Mas ela não é a única. Outras Marias relembram os sofrimentos e desafios que enfrentaram no mesmo período. Agressões físicas. Humilhações. Abandono. Preconceito.
Contudo, algumas mulheres do grupo ainda estão apegadas a dogmas do passado e um verdadeiro embate de Marias tem início, no que entra Madalena, mediadora do grupo, e que funciona também como uma figura didática através de discursos reflexivos sobre a condição da mulher na sociedade machista que nos cerca. Maria, inclusive, compara as falas de Madalena a um sermão religioso, “só que um pouco diferente do que ouvimos nas igrejas, pois não nos pede para ser submissas e nem aumenta nossa culpa.”:
“— Nascemos em ambientes que nos antecedem, que já existiam antes de nós, caímos no meio de regras, valores, erros e acertos e poucas vezes paramos para pensar em suas funções.”
“— Então, é disso que estou falando. Todas vocês ouviram essas vozes ao longo de toda a vida. Vozes que vieram de muitas pessoas e de situações diferentes. Aprendemos que aquilo era o certo e repetimos, repetimos sem pensar. Para algumas mulheres, foi mais tranquilo obedecer. Para muitas outras, a situação era diferente — fala Madalena.”
Ao acompanhar a vida de Maria e todos os demais relatos, é impossível não pensar nas que vieram antes e abriram caminhos. Isso é latente no texto da Nivalda. Em uma determinada passagem, bem no início da narrativa, com Maria refletindo sobre a decisão de sair da roça, ela pensa:
“Ainda que talvez eu não pudesse conseguir o que desejava para mim, garantiria a formação de meus filhos. Eles teriam as oportunidades que eu não tive. Minhas filhas seriam mais livres.”
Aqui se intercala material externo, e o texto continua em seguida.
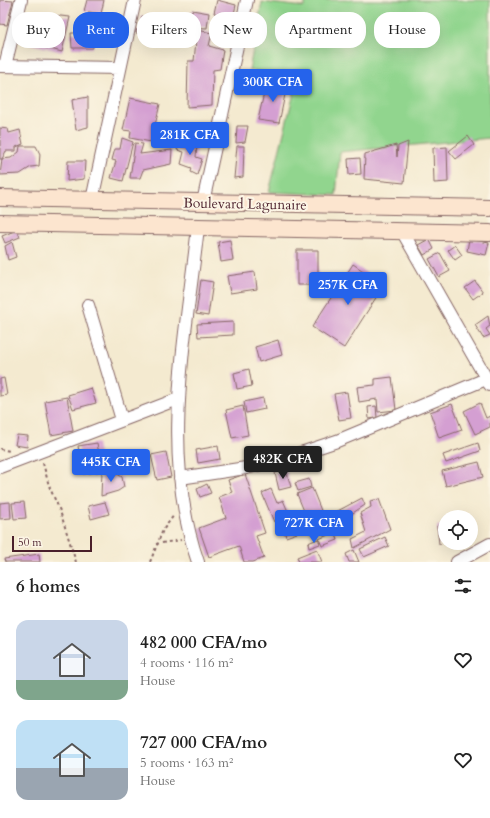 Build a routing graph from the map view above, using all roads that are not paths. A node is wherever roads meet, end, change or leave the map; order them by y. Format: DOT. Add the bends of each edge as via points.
graph roads {
  1 [pos="20,0"];
  2 [pos="135,0"];
  3 [pos="247,0"];
  4 [pos="2,66"];
  5 [pos="120,68"];
  6 [pos="0,198"];
  7 [pos="92,200"];
  8 [pos="203,202"];
  9 [pos="490,208"];
  10 [pos="0,223"];
  11 [pos="198,227"];
  12 [pos="402,231"];
  13 [pos="490,233"];
  14 [pos="88,306"];
  15 [pos="488,382"];
  16 [pos="178,399"];
  17 [pos="122,420"];
  18 [pos="0,468"];
  19 [pos="180,478"];
  20 [pos="490,544"];
  21 [pos="198,562"];
  22 [pos="457,562"];
  1 -- 4 [label="street"];
  2 -- 5 [label="street"];
  3 -- 8 [label="street"];
  4 -- 5 [label="street"];
  5 -- 7 [label="street"];
  6 -- 7 [label="main road, Boulevard Lagunaire"];
  7 -- 8 [label="main road, Boulevard Lagunaire"];
  8 -- 9 [label="main road, Boulevard Lagunaire"];
  10 -- 11 [label="main road, Boulevard Lagunaire"];
  11 -- 12 [label="main road, Boulevard Lagunaire"];
  11 -- 16 [label="street" via="182,345"];
  12 -- 13 [label="main road, Boulevard Lagunaire"];
  12 -- 15 [label="street"];
  14 -- 17 [label="street"];
  15 -- 19 [label="street" via="295,455 246,468"];
  16 -- 17 [label="street"];
  16 -- 19 [label="street"];
  17 -- 18 [label="street"];
  19 -- 21 [label="street" via="190,539"];
  20 -- 22 [label="street"];
}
Escolhas e Destinos é um livro sobre o que perdemos no caminho, mas é também sobre o que ganhamos ao nos unirmos, principalmente nós, mulheres, afinal, “Na luta é que a gente se encontra”.
Sobre a autora:

Maria Nivalda nasceu em São João del Rei, Minas Gerais, em 1965. É professora universitária aposentada, com formação em Psicologia pela UFSJ; doutorado em Administração pela UFMG, com tese sobre inclusão no trabalho de pessoas com deficiência; e pós-doutorado em Psicologia pela University of Greenwich, Inglaterra, com pesquisa sobre contato intergrupal e preconceito. Suas publicações científicas são consideradas referências importantes nos estudos sobre inclusão/exclusão. Escolhas e Destinos é seu primeiro texto ficcional.